国際バカロレア認定校となっている日本の学校は?

日本で国際バカロレアの認定校となっているのは39校だ。(2016年8月現在)

この内、一条校(日本の学校教育制度の要件を満たしている学校)は15校で、その他はインターナショナル・スクールで占められている。インターナショナル・スクールは、日本の教育制度上の学校とみなされないケースもあるなど、一般の学生には向かない場合がある。また、一条校においても通常の授業料とは別に国際バカロレアコース専用の授業料が必要になる場合もあり、費用面での負担も大きい。さらには、国際バカロレアに対応した教師数が少ない、認定校になったばかりで実績が少ないなど、現状は多くの課題に悩まされていることは事実である。


日本の大学はDPをどう見ているか?

現在、国際バカロレア資格保有者の入学に対応している大学は33大学存在する。(2016年11月現在)

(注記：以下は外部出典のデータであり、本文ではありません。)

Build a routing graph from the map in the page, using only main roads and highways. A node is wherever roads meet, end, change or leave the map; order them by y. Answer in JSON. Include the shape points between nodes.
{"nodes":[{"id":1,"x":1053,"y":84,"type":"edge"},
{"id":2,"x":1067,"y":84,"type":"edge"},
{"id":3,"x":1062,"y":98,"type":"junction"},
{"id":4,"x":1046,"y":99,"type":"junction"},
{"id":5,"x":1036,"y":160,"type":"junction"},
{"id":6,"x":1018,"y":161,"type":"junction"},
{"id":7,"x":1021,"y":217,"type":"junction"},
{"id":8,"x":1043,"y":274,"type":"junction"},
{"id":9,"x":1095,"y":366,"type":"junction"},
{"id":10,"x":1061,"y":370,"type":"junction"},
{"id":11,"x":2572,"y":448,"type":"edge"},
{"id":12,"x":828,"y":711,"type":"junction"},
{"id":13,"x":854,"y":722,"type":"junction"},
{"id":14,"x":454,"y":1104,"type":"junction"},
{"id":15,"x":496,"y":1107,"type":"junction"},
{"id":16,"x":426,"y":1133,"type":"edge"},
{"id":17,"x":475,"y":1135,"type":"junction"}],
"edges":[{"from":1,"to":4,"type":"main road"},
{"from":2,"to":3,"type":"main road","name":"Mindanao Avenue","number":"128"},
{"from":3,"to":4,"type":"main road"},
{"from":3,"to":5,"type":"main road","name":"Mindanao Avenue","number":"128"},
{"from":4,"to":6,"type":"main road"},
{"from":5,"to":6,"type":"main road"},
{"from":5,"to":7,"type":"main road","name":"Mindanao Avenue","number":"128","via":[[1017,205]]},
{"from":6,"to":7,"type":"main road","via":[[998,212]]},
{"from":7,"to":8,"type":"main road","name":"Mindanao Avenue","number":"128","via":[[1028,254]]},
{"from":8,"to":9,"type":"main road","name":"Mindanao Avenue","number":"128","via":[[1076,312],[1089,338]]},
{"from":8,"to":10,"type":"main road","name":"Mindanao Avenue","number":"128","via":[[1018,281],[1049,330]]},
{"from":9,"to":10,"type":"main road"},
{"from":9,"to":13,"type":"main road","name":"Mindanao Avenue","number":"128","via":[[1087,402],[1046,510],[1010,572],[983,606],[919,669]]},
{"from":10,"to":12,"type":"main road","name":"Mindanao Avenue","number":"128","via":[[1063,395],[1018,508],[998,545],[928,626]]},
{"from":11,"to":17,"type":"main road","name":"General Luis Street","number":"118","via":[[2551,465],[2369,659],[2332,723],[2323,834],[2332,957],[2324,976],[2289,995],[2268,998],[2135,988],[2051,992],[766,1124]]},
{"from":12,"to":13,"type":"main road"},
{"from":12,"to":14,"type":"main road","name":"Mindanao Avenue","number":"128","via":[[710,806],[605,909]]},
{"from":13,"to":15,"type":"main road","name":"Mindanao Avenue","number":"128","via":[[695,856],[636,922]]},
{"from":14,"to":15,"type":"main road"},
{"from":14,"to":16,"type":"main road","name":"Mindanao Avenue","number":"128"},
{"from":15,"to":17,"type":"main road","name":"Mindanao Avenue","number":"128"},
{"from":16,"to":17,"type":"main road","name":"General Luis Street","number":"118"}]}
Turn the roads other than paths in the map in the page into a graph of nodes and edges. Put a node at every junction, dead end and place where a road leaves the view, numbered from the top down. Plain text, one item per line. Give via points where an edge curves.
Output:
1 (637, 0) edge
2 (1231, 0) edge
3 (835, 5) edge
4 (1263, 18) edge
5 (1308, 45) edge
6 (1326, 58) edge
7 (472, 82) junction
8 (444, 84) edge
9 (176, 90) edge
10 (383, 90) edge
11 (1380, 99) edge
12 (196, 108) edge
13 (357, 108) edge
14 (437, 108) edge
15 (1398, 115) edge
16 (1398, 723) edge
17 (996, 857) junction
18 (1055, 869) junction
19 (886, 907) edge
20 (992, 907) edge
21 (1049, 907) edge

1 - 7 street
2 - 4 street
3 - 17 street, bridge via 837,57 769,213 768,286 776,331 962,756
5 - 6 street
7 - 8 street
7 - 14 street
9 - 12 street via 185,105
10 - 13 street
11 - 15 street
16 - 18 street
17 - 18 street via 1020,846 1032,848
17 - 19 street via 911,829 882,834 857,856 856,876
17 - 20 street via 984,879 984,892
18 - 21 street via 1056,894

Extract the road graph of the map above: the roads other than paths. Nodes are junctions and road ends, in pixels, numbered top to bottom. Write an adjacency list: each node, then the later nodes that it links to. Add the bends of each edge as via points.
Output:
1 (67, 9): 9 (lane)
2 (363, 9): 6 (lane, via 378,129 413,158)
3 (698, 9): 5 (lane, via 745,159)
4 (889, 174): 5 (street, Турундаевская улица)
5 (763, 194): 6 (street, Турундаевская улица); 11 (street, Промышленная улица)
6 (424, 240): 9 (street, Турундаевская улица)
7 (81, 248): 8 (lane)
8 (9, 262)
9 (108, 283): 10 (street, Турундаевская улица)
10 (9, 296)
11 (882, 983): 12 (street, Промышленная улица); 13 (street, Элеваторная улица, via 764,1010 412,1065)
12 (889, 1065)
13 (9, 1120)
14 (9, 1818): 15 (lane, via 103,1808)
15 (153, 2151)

入学時期のズレの解消、大学の制度の見直し、さらには教授陣のグローバル化も必要だ。昨今取り組まれている「大学側のグローバル化」だが、より迅速に課題の改善を図らねば、日本の大学の世界ランキングは、ますます下がり続けてしまうことだろう。


グローバル化への日本の対応

国により、日本再興戦略として打ち出された「2018年までに国際バカロレア認定校を200校にする」という目標は、はたして達成できるのだろうか?

目標を打ち出すだけではなく、制度上の見直し、専門教師の育成、費用の助成など、国をあげて実行していかなければ「絵に描いた餅」になりかねない。少子化、大学国際ランキングの低下になんとか歯止めをかけ、いつまでも若者が未来に希望を持てる日本を期待している。